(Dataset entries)
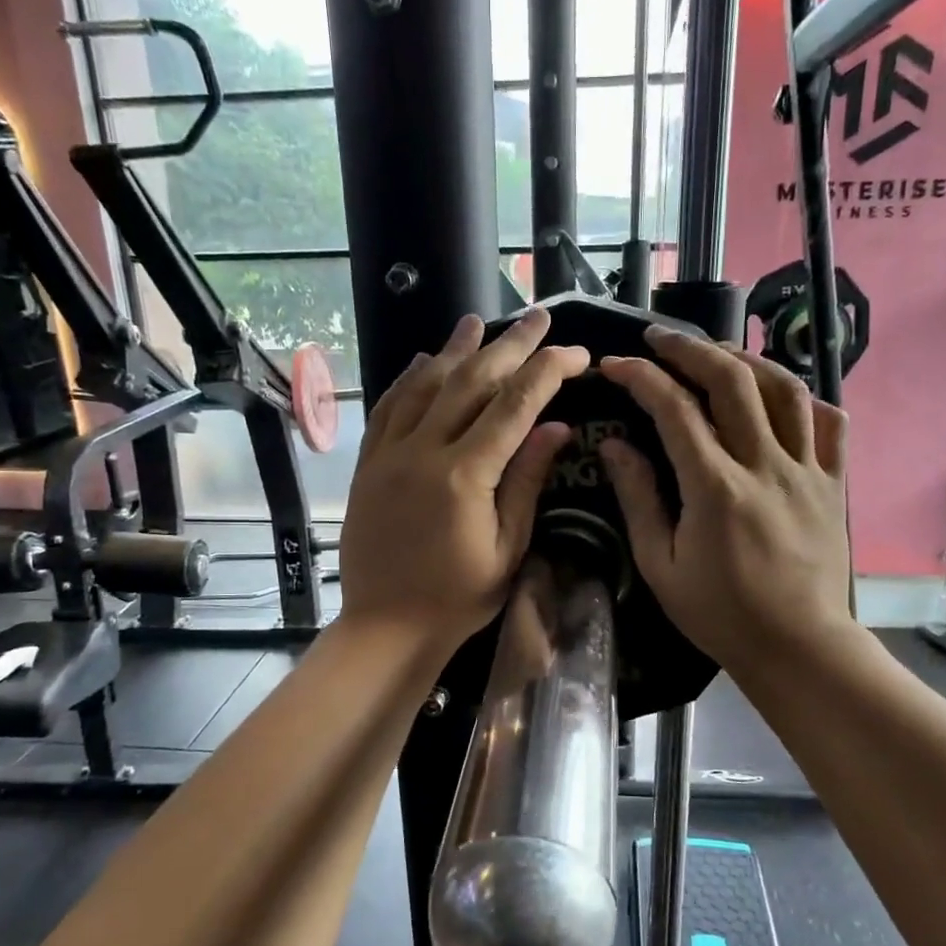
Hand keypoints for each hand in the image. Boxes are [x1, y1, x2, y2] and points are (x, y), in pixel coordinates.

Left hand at [341, 309, 588, 658]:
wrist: (385, 627)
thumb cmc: (457, 599)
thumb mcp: (507, 549)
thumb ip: (527, 482)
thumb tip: (556, 426)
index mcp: (465, 475)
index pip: (515, 405)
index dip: (549, 371)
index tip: (577, 353)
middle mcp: (423, 451)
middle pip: (471, 381)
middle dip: (510, 345)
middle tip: (538, 317)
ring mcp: (389, 455)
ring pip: (425, 385)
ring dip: (455, 350)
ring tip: (479, 321)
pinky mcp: (368, 465)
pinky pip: (388, 409)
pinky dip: (408, 380)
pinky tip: (422, 361)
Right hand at [598, 330, 859, 684]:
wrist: (798, 646)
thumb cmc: (720, 613)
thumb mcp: (660, 565)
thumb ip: (638, 499)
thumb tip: (616, 445)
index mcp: (716, 488)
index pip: (674, 409)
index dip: (640, 378)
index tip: (614, 365)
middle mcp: (765, 465)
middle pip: (731, 380)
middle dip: (690, 348)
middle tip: (659, 338)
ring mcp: (807, 470)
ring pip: (783, 389)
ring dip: (745, 359)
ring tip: (716, 354)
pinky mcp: (834, 483)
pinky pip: (829, 423)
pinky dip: (803, 398)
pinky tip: (779, 395)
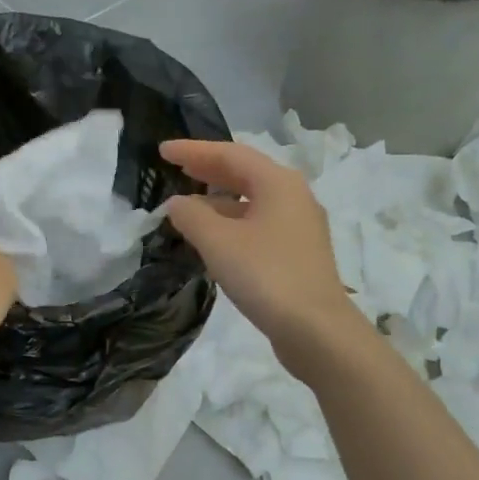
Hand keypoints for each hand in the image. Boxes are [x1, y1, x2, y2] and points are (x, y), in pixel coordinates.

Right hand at [159, 139, 360, 369]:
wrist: (316, 329)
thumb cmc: (266, 275)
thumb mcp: (219, 242)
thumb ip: (191, 216)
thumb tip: (177, 204)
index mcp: (278, 182)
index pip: (230, 154)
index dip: (194, 150)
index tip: (162, 150)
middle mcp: (293, 196)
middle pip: (245, 174)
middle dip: (208, 170)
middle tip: (175, 169)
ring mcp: (299, 226)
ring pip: (253, 201)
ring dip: (219, 200)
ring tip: (188, 207)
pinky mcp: (298, 253)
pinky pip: (259, 224)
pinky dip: (233, 223)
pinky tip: (214, 240)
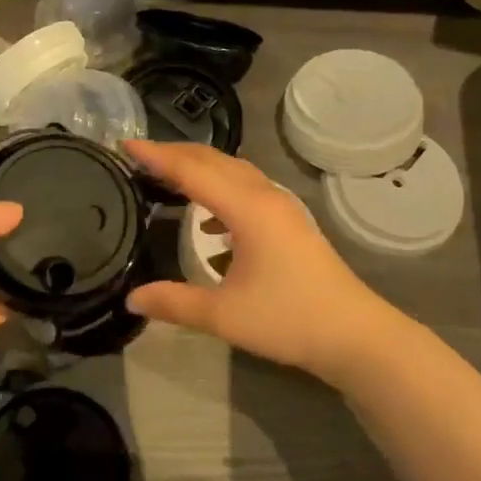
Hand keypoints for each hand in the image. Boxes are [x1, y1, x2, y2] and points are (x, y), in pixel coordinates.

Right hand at [124, 140, 404, 386]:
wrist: (355, 335)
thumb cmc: (289, 319)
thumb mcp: (224, 315)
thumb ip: (174, 303)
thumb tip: (131, 300)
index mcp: (247, 208)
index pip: (192, 170)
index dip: (157, 156)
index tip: (125, 144)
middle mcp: (264, 197)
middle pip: (214, 161)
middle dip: (175, 153)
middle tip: (139, 155)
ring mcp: (281, 207)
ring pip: (233, 172)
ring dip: (199, 168)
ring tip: (167, 177)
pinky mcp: (289, 222)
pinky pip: (246, 189)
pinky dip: (220, 189)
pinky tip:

[Exercise goal]:
After locating the line holding "thumb tip: (556, 426)" above, output exactly that line and every line after it through the line holding "ring tip: (479, 321)". Include nothing else.

[Exercise response]:
thumb tip: (556, 426)
index mcp: (465, 475)
index pip: (515, 405)
index dip: (549, 371)
index tip: (577, 353)
middle mcp: (423, 451)
middle pip: (471, 381)
middle dip: (510, 345)
middle tip: (538, 317)
ring mcp: (389, 455)
ring pip: (425, 385)
ring dip: (455, 350)
ring tip: (479, 321)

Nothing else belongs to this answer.